Posted by Steve Bogira on 01.21.13 at 06:01 PM

President Obama at the U.S. Capitol before delivering his inaugural address
An inaugural address "is rarely an occasion for original thought or stimulating reflection," the historian Arthur Schlesinger Jr. wrote in an introduction to a collection of them published in 1965. "The platitude quotient tends to be high, the rhetoric stately and self-serving, the ritual obsessive, and the surprises few.”

Things haven't improved since '65. New and renewed presidents have soared to higher and higher platitudes. In his 2009 inaugural, Barack Obama reminded Americans of their preeminence. "In reaffirming the greatness of our nation, we understand that greatness is never a given," he said. "It must be earned. Our journey has never been one of shortcuts or settling for less."

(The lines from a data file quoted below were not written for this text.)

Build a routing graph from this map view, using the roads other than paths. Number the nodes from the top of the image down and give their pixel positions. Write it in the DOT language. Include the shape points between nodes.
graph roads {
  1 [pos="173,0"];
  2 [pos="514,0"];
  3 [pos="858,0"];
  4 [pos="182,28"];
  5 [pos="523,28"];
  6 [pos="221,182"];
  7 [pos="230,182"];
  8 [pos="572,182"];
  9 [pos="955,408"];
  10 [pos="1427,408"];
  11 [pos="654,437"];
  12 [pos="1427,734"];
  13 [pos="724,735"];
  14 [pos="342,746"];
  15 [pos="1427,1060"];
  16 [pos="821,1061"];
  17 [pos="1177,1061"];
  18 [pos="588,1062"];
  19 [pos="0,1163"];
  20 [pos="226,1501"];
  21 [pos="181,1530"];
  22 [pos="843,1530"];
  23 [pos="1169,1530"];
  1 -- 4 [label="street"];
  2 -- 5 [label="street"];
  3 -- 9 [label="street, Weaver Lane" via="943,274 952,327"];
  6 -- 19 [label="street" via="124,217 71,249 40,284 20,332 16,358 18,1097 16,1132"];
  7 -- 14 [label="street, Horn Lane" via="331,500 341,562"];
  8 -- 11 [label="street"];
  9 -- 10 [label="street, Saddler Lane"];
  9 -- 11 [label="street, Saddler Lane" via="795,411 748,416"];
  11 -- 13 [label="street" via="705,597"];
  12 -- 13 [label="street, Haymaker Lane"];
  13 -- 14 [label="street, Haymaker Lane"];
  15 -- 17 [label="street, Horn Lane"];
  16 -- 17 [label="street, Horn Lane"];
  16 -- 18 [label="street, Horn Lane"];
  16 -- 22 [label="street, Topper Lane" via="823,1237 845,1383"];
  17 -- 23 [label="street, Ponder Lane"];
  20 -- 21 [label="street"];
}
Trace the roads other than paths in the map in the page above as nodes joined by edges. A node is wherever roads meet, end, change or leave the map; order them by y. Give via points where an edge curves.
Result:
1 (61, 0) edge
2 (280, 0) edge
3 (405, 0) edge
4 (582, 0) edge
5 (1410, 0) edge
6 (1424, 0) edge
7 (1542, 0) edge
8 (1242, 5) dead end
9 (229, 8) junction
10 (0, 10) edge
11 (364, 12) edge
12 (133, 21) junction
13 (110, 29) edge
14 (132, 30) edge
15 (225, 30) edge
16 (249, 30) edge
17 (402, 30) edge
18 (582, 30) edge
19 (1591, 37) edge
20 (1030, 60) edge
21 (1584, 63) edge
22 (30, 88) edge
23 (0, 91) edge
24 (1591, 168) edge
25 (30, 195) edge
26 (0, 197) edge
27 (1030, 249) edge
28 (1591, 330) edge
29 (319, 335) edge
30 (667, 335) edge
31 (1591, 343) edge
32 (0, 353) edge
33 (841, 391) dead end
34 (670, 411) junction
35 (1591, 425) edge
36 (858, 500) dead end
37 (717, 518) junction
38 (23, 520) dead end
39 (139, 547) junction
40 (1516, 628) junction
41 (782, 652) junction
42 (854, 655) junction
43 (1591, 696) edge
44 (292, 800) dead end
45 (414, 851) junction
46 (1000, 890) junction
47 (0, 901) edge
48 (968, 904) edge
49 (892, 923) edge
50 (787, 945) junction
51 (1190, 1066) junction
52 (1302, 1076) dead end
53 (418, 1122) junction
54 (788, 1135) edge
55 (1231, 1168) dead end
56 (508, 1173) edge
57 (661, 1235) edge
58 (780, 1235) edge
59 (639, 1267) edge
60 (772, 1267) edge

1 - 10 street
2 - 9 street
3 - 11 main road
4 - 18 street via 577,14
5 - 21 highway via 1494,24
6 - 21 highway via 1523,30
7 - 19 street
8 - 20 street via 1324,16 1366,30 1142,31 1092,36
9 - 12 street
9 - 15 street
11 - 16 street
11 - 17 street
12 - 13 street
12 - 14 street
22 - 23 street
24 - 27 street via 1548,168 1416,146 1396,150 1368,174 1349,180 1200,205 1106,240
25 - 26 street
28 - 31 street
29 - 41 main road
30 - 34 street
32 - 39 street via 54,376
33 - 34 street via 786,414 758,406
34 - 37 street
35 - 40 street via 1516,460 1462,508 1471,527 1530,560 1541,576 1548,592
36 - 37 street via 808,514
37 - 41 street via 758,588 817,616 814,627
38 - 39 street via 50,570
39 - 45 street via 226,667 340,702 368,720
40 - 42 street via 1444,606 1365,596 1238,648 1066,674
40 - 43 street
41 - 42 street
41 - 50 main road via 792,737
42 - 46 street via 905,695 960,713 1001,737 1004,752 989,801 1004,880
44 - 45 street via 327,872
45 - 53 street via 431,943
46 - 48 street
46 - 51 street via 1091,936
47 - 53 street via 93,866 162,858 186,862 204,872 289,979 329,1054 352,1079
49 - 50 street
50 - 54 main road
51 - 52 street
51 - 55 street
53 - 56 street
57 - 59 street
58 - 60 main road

America "will harness the sun and the winds and the soil to fuel our cars and run our factories," Obama went on four years ago. "We will transform our schools and colleges and universities to meet the demands of a new age. All this we can do. All this we will do."

And so on.

He withdrew heavily from the First Bank of Stale Metaphors. Rising tides of prosperity and still waters of peace were followed by gathering clouds and raging storms.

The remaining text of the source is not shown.